When the 8086 came out in 1978 there were more computers that used octal in their descriptions than there are today. People familiar with programming would have known octal, and there's no reason why learning octal would be any harder than learning hexadecimal. Unix escape codes typically used octal instead of hexadecimal. The PDP-10 and PDP-11 manuals wrote everything related to instruction formats in octal, and they had 8 registers too.

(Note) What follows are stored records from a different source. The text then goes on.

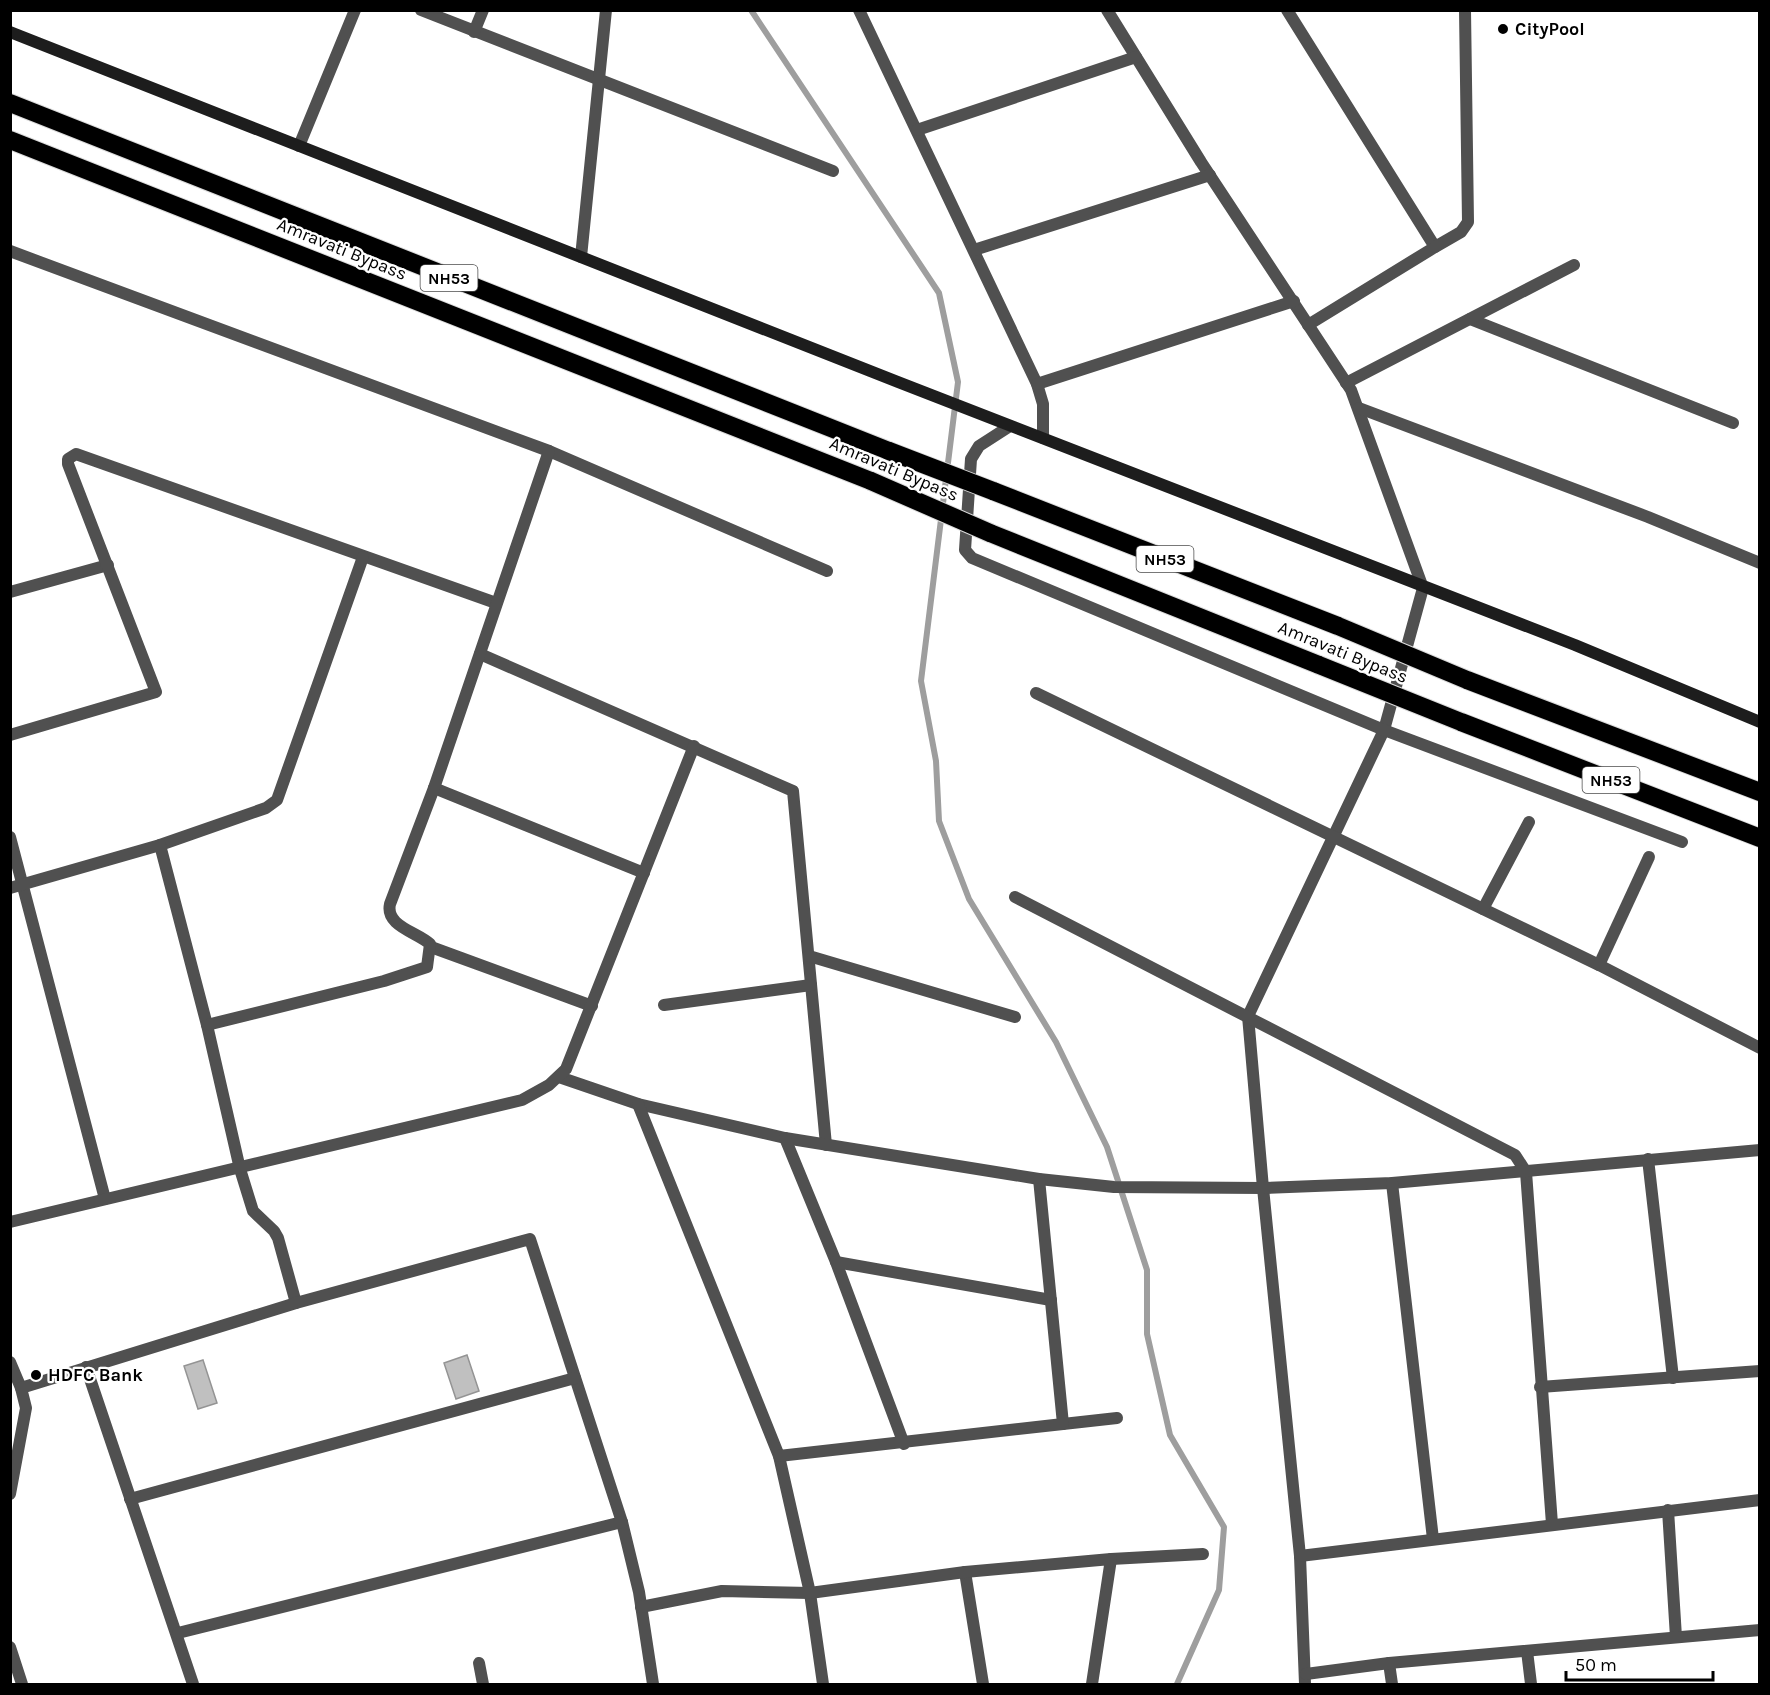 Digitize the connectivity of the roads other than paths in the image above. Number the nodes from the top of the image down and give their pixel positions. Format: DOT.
graph roads {
  1 [pos="355,10"];
  2 [pos="421,10"];
  3 [pos="483,10"];
  4 [pos="606,10"];
  5 [pos="859,10"];
  6 [pos="1107,10"];
  7 [pos="1465,10"];
  8 [pos="1292,11"];
  9 [pos="10,32"];
  10 [pos="474,32"];
  11 [pos="1136,57"];
  12 [pos="600,82"];
  13 [pos="10,103"];
  14 [pos="917,130"];
  15 [pos="10,140"];
  16 [pos="299,146"];
  17 [pos="833,171"];
  18 [pos="1210,175"];
  19 [pos="1435,247"];
  20 [pos="974,250"];
  21 [pos="10,251"];
  22 [pos="581,257"];
  23 [pos="1574,265"];
  24 [pos="480,291"];
  25 [pos="1294,301"];
  26 [pos="1470,319"];
  27 [pos="470,322"];
  28 [pos="1308,325"];
  29 [pos="1346,383"];
  30 [pos="1037,384"];
  31 [pos="1359,408"];
  32 [pos="1733,423"];
  33 [pos="1010,426"];
  34 [pos="1043,438"];
  35 [pos="549,451"];
  36 [pos="363,557"];
  37 [pos="1760,563"];
  38 [pos="108,565"];
  39 [pos="827,571"];
  40 [pos="1423,588"];
  41 [pos="10,592"];
  42 [pos="496,603"];
  43 [pos="480,654"];
  44 [pos="1036,693"];
  45 [pos="1760,722"];
  46 [pos="1384,730"];
  47 [pos="10,735"];
  48 [pos="693,746"];
  49 [pos="434,788"];
  50 [pos="1760,792"];
  51 [pos="1529,822"];
  52 [pos="10,837"];
  53 [pos="1335,837"];
  54 [pos="1760,838"];
  55 [pos="1682,842"];
  56 [pos="160,845"];
  57 [pos="1649,856"];
  58 [pos="644,873"];
  59 [pos="16,886"];
  60 [pos="1015,897"];
  61 [pos="1483,909"];
  62 [pos="430,947"];
  63 [pos="809,956"];
  64 [pos="1599,965"];
  65 [pos="811,985"];
  66 [pos="664,1005"];
  67 [pos="592,1006"];
  68 [pos="1248,1016"];
  69 [pos="1015,1017"];
  70 [pos="207,1025"];
  71 [pos="1760,1048"];
  72 [pos="559,1077"];
  73 [pos="638,1104"];
  74 [pos="785,1138"];
  75 [pos="826,1145"];
  76 [pos="1760,1150"];
  77 [pos="1648,1159"];
  78 [pos="240,1169"];
  79 [pos="1526,1172"];
  80 [pos="1039,1179"];
  81 [pos="1392,1183"];
  82 [pos="1263,1188"];
  83 [pos="105,1199"];
  84 [pos="10,1222"];
  85 [pos="836,1262"];
  86 [pos="1051,1300"];
  87 [pos="296,1303"];
  88 [pos="10,1362"];
  89 [pos="86,1367"];
  90 [pos="1760,1371"];
  91 [pos="575,1378"];
  92 [pos="1672,1378"];
  93 [pos="1540,1387"];
  94 [pos="21,1388"];
  95 [pos="1117,1418"];
  96 [pos="1064,1424"];
  97 [pos="904,1444"];
  98 [pos="779,1456"];
  99 [pos="10,1494"];
  100 [pos="130,1499"];
  101 [pos="1760,1500"];
  102 [pos="1668,1510"];
  103 [pos="622,1522"];
  104 [pos="1552,1524"];
  105 [pos="1433,1539"];
  106 [pos="1203,1554"];
  107 [pos="1300,1556"];
  108 [pos="1111,1559"];
  109 [pos="965,1572"];
  110 [pos="810,1593"];
  111 [pos="641,1607"];
  112 [pos="1760,1630"];
  113 [pos="178,1633"];
  114 [pos="1676,1637"];
  115 [pos="10,1647"];
  116 [pos="1527,1651"];
  117 [pos="1389,1663"];
  118 [pos="479,1664"];
  119 [pos="1306,1679"];
  120 [pos="22,1684"];
  121 [pos="194,1684"];
  122 [pos="483,1684"];
  123 [pos="653,1684"];
  124 [pos="823,1684"];
  125 [pos="983,1684"];
  126 [pos="1092,1684"];
  127 [pos="1392,1684"];
  128 [pos="1531,1684"];
  1 -- 16 [label="street"];
  2 -- 10 [label="street"];
  3 -- 10 [label="street"];
  4 -- 12 [label="street"];
  5 -- 14 [label="street"];
  6 -- 11 [label="street"];
  7 -- 19 [label="street"];
  8 -- 19 [label="street"];
  9 -- 16 [label="main road"];
  10 -- 12 [label="street"];
  11 -- 14 [label="street"];
  11 -- 18 [label="street"];
  12 -- 17 [label="street"];
  12 -- 22 [label="street"];
  13 -- 24 [label="highway, Amravati Bypass / NH53"];
  14 -- 20 [label="street"];
  15 -- 27 [label="highway, Amravati Bypass / NH53"];
  16 -- 22 [label="main road"];
  18 -- 20 [label="street"];
  18 -- 25 [label="street"];
  19 -- 28 [label="street"];
  20 -- 30 [label="street"];
  21 -- 35 [label="street"];
  22 -- 33 [label="main road"];
  23 -- 26 [label="street"];
  24 -- 27 [label="highway"];
  24 -- 50 [label="highway, Amravati Bypass / NH53, bridge"];
  25 -- 28 [label="street"];
  25 -- 30 [label="street"];
  26 -- 29 [label="street"];
  26 -- 32 [label="street"];
  27 -- 54 [label="highway, Amravati Bypass / NH53, bridge"];
  28 -- 29 [label="street"];
  29 -- 31 [label="street"];
  30 -- 34 [label="street"];
  31 -- 37 [label="street"];
  31 -- 40 [label="street"];
  33 -- 34 [label="main road"];
  33 -- 46 [label="street"];
  34 -- 40 [label="main road"];
  35 -- 39 [label="street"];
  35 -- 42 [label="street"];
  36 -- 38 [label="street"];
  36 -- 42 [label="street"];
  36 -- 56 [label="street"];
  38 -- 41 [label="street"];
  38 -- 47 [label="street"];
  40 -- 45 [label="main road"];
  40 -- 46 [label="street"];
  42 -- 43 [label="street"];
  43 -- 48 [label="street"];
  43 -- 49 [label="street"];
  44 -- 53 [label="street"];
  46 -- 53 [label="street"];
  46 -- 55 [label="street"];
  48 -- 58 [label="street"];
  48 -- 63 [label="street"];
  49 -- 58 [label="street"];
  49 -- 62 [label="street"];
  51 -- 61 [label="street"];
  52 -- 59 [label="street"];
  53 -- 61 [label="street"];
  53 -- 68 [label="street"];
  56 -- 59 [label="street"];
  56 -- 70 [label="street"];
  57 -- 64 [label="street"];
  58 -- 67 [label="street"];
  59 -- 83 [label="street"];
  60 -- 68 [label="street"];
  61 -- 64 [label="street"];
  62 -- 67 [label="street"];
  62 -- 70 [label="street"];
  63 -- 65 [label="street"];
  63 -- 69 [label="street"];
  64 -- 71 [label="street"];
  65 -- 66 [label="street"];
  65 -- 75 [label="street"];
  67 -- 72 [label="street"];
  68 -- 79 [label="street"];
  68 -- 82 [label="street"];
  70 -- 78 [label="street"];
  72 -- 73 [label="street"];
  72 -- 78 [label="street"];
  73 -- 74 [label="street"];
  73 -- 98 [label="street"];
  74 -- 75 [label="street"];
  74 -- 85 [label="street"];
  75 -- 80 [label="street"];
  76 -- 77 [label="street"];
  77 -- 79 [label="street"];
  77 -- 92 [label="street"];
  78 -- 83 [label="street"];
  78 -- 87 [label="street"];
  79 -- 81 [label="street"];
  79 -- 93 [label="street"];
  80 -- 82 [label="street"];
  80 -- 86 [label="street"];
  81 -- 82 [label="street"];
  81 -- 105 [label="street"];
  82 -- 107 [label="street"];
  83 -- 84 [label="street"];
  85 -- 86 [label="street"];
  85 -- 97 [label="street"];
  86 -- 96 [label="street"];
  87 -- 89 [label="street"];
  87 -- 91 [label="street"];
  88 -- 94 [label="street"];
  89 -- 94 [label="street"];
  89 -- 100 [label="street"];
  90 -- 92 [label="street"];
  91 -- 100 [label="street"];
  91 -- 103 [label="street"];
  92 -- 93 [label="street"];
  93 -- 104 [label="street"];
  94 -- 99 [label="street"];
  95 -- 96 [label="street"];
  96 -- 97 [label="street"];
  97 -- 98 [label="street"];
  98 -- 110 [label="street"];
  100 -- 113 [label="street"];
  101 -- 102 [label="street"];
  102 -- 104 [label="street"];
  102 -- 114 [label="street"];
  103 -- 111 [label="street"];
  103 -- 113 [label="street"];
  104 -- 105 [label="street"];
  105 -- 107 [label="street"];
  106 -- 108 [label="street"];
  107 -- 119 [label="street"];
  108 -- 109 [label="street"];
  108 -- 126 [label="street"];
  109 -- 110 [label="street"];
  109 -- 125 [label="street"];
  110 -- 111 [label="street"];
  110 -- 124 [label="street"];
  111 -- 123 [label="street"];
  112 -- 114 [label="street"];
  113 -- 121 [label="street"];
  114 -- 116 [label="street"];
  115 -- 120 [label="street"];
  116 -- 117 [label="street"];
  116 -- 128 [label="street"];
  117 -- 119 [label="street"];
  117 -- 127 [label="street"];
  118 -- 122 [label="street"];
}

Most of the problems with x86 are because Microsoft decides to only half-ass use Intel's features so Intel has to reinvent the feature that works with Microsoft Windows but still has to keep the old features in future versions of the chip. The rest of the problems are because although short-sighted designs like x87 and MMX get replaced by superior versions like SSE, Intel never removes the old features so the opcodes get longer and longer in a reverse-Huffman encoding where the shit nobody uses is one byte long and the optimized instructions Intel wants you to use are five or six bytes long. Intel or AMD could have replaced all x87 and slow 8-bit decimal opcodes with shorter forms of SSE in 64-bit mode, but they didn't.
>>29
Your compiler is awful or your code is unusual if it isn't generating mostly 1 and 2-byte opcodes (with the occasional 5 or 6-byte instructions that have 4 byte immediates.)
>>43
Because "Companies like HP and SGI have bet the farm on Itanium and they need to do everything they can to make sure it remains a viable alternative." And just like that, MIPS, ALPHA and PA-RISC were killed off.
>>43
Because of the Original Sin: The Abelson betrayed SICP. And masochism in the computer industry.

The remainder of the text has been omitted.